Well sickness and stress and mental health issues, have increased in the last year.
Losing a loved one is devastating. Losing them during a pandemic with all the restrictions must be even worse. When my uncle died, we could get together and support eachother. I had a gaping hole. I couldn't understand how the worl was still turning without him. Having to go through that without my family, must be horrendous.
But, my personal opinion is that the 'well being in the work place' doesn't really work. Because usually, it doesn't translate into the real work place. Actually things that could help aren't put in place. It also puts people in a weird position, where if a colleague is having a bad day, they feel they have to spot if its MH issues or a bad day.
They don't want to try and cheer someone along, incase it's more serious. The low level everyday support, reduces, because people don't want to be seen as trying to make light of mental issues and been seen as one of those people that is telling someone who is depressed 'ah come on it will be ok'. But sometimes people aren't depressed and that's what they need.
Well being in the work place is usually a tick box exercise so employers can get 'investors in people' or similar awards. It doesn't really help or actually work to support the colleagues.

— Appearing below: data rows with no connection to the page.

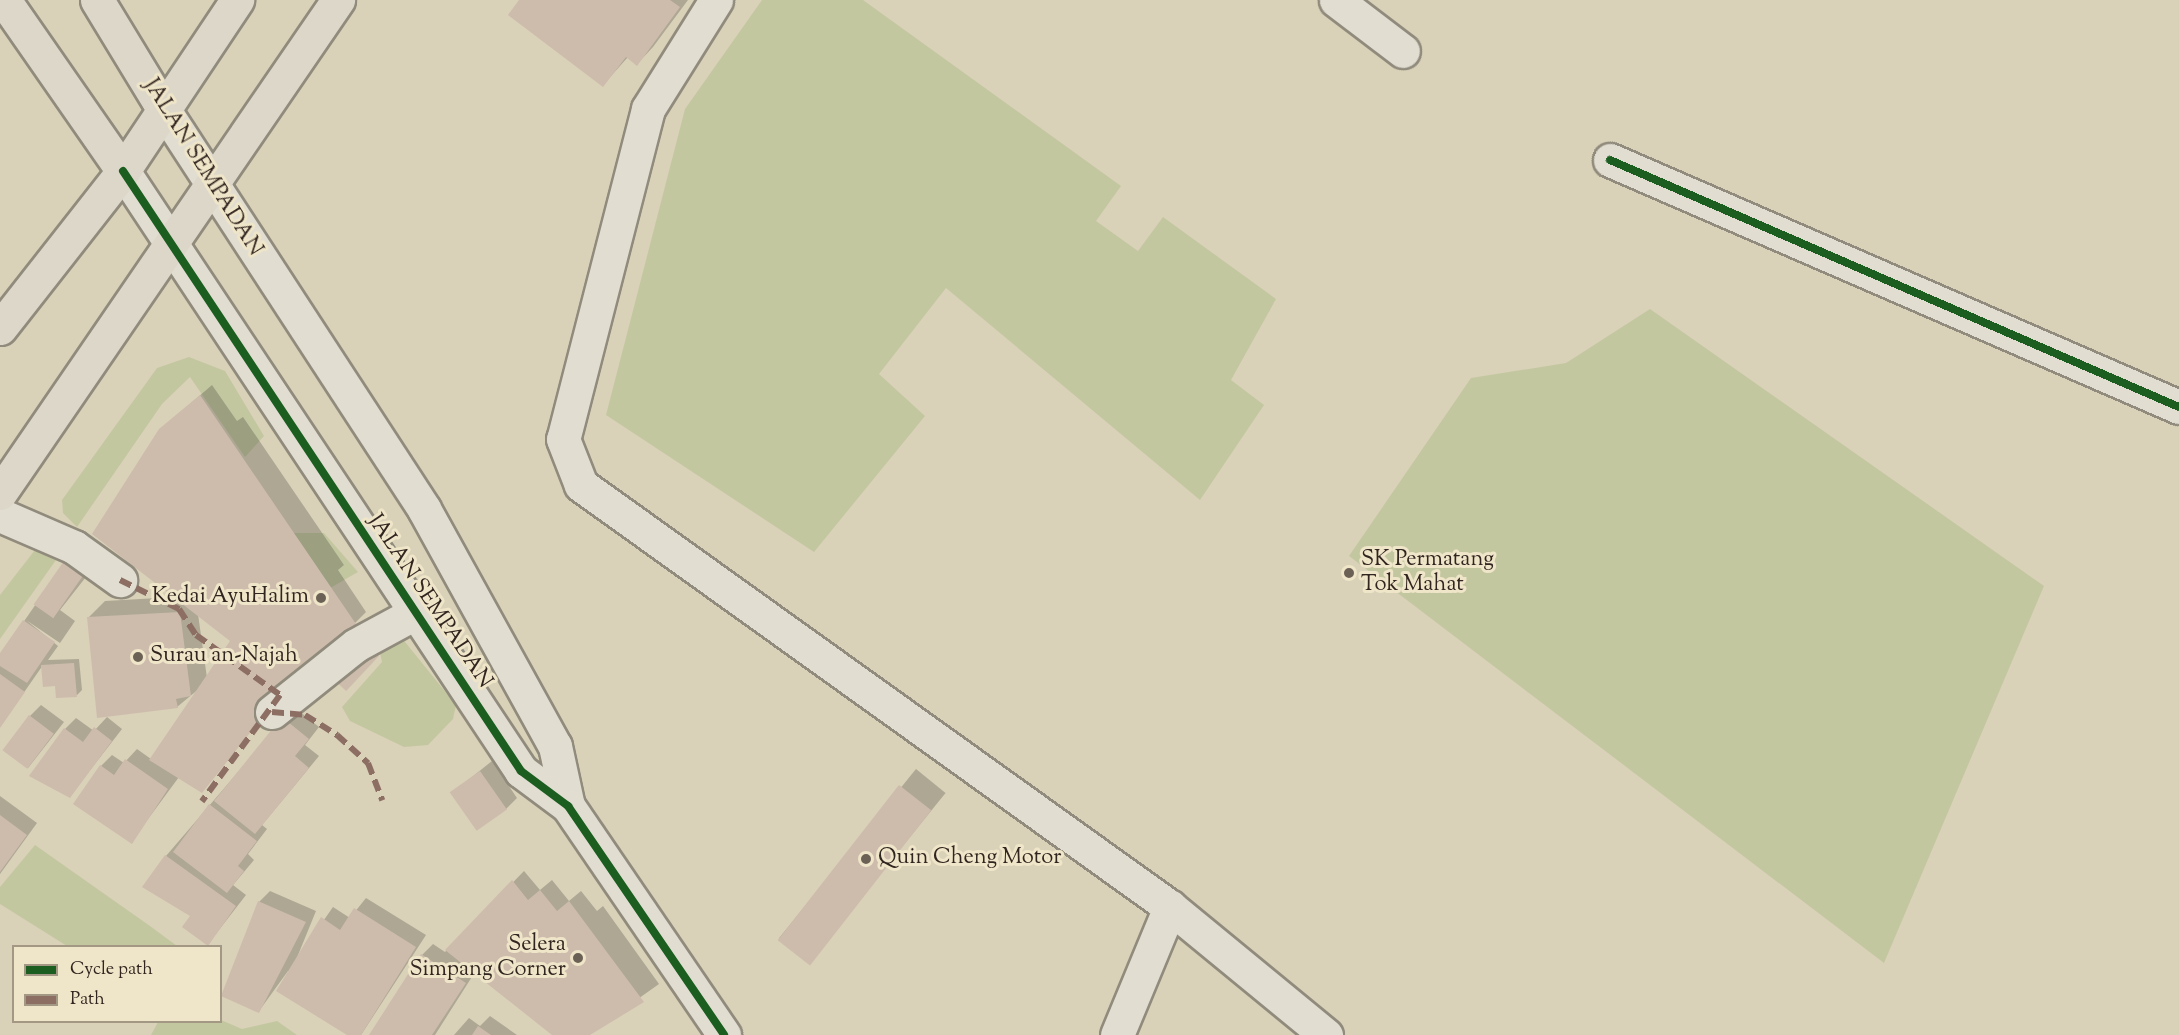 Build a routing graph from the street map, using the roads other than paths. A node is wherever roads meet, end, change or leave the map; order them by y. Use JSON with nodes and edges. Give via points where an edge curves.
{"nodes":[{"id":1,"x":4,"y":0,"type":"edge"},
{"id":2,"x":97,"y":0,"type":"edge"},
{"id":3,"x":237,"y":0,"type":"edge"},
{"id":4,"x":338,"y":0,"type":"edge"},
{"id":5,"x":716,"y":0,"type":"edge"},
{"id":6,"x":1336,"y":0,"type":"edge"},
{"id":7,"x":1403,"y":51,"type":"dead end"},
{"id":8,"x":164,"y":110,"type":"junction"},
{"id":9,"x":1610,"y":160,"type":"dead end"},
{"id":10,"x":123,"y":171,"type":"junction"},
{"id":11,"x":211,"y":187,"type":"junction"},
{"id":12,"x":172,"y":245,"type":"junction"},
{"id":13,"x":0,"y":328,"type":"edge"},
{"id":14,"x":2179,"y":407,"type":"edge"},
{"id":15,"x":0,"y":493,"type":"edge"},
{"id":16,"x":0,"y":514,"type":"edge"},
{"id":17,"x":120,"y":580,"type":"dead end"},
{"id":18,"x":413,"y":614,"type":"junction"},
{"id":19,"x":272,"y":712,"type":"dead end"},
{"id":20,"x":568,"y":806,"type":"junction"},
{"id":21,"x":1170,"y":907,"type":"junction"},
{"id":22,"x":724,"y":1035,"type":"edge"},
{"id":23,"x":1117,"y":1035,"type":"edge"},
{"id":24,"x":1326,"y":1035,"type":"edge"}],
"edges":[{"from":1,"to":10,"type":"main road","name":"JALAN SEMPADAN"},
{"from":2,"to":8,"type":"main road","name":"JALAN SEMPADAN"},
{"from":3,"to":8,"type":"main road"},
{"from":4,"to":11,"type":"main road"},
{"from":5,"to":21,"type":"street","via":[[648,109],[563,439],[581,485]]},
{"from":6,"to":7,"type":"street"},
{"from":8,"to":10,"type":"main road"},
{"from":8,"to":11,"type":"street","name":"JALAN SEMPADAN"},
{"from":9,"to":14,"type":"street"},
{"from":10,"to":12,"type":"street","name":"JALAN SEMPADAN"},
{"from":10,"to":13,"type":"main road"},
{"from":11,"to":12,"type":"main road"},
{"from":11,"to":20,"type":"street","name":"JALAN SEMPADAN","via":[[424,509],[555,746]]},
{"from":12,"to":15,"type":"main road"},
{"from":12,"to":18,"type":"street","name":"JALAN SEMPADAN"},
{"from":16,"to":17,"type":"street","via":[[74,547]]},
{"from":18,"to":19,"type":"street","via":[[356,645]]},
{"from":18,"to":20,"type":"street","name":"JALAN SEMPADAN","via":[[521,771]]},
{"from":20,"to":22,"type":"street","name":"JALAN SEMPADAN"},
{"from":21,"to":23,"type":"street"},
{"from":21,"to":24,"type":"street"}]}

One of the places I worked that was the biggest 'we care about you' was just awful. I opened grievance about bullying I recieved from a senior manager' HR and my manager met with me. At the next meeting HR didn't come. My manager came and told me the HR person wasn't available, so he brought someone else. The person, he brought was the best friend of the senior manager the grievance against. The senior manager was this womans children god mothers.
I walked out that day and never returned. It was made clear, they didn't give a shit. And were doing what they could to try and shut me up. How do you talk freely, in a setting that's meant to confidential, when you know someone on the room will tell the person.
So no, I don't think it works. But not for the reasons you think. Its possible that the emphasis on supporting mental health issues makes people, more comfortable about being open about it. And of course, some people will see it as a way to get time off with you not being able to really do much about it. But that group will be fairly small.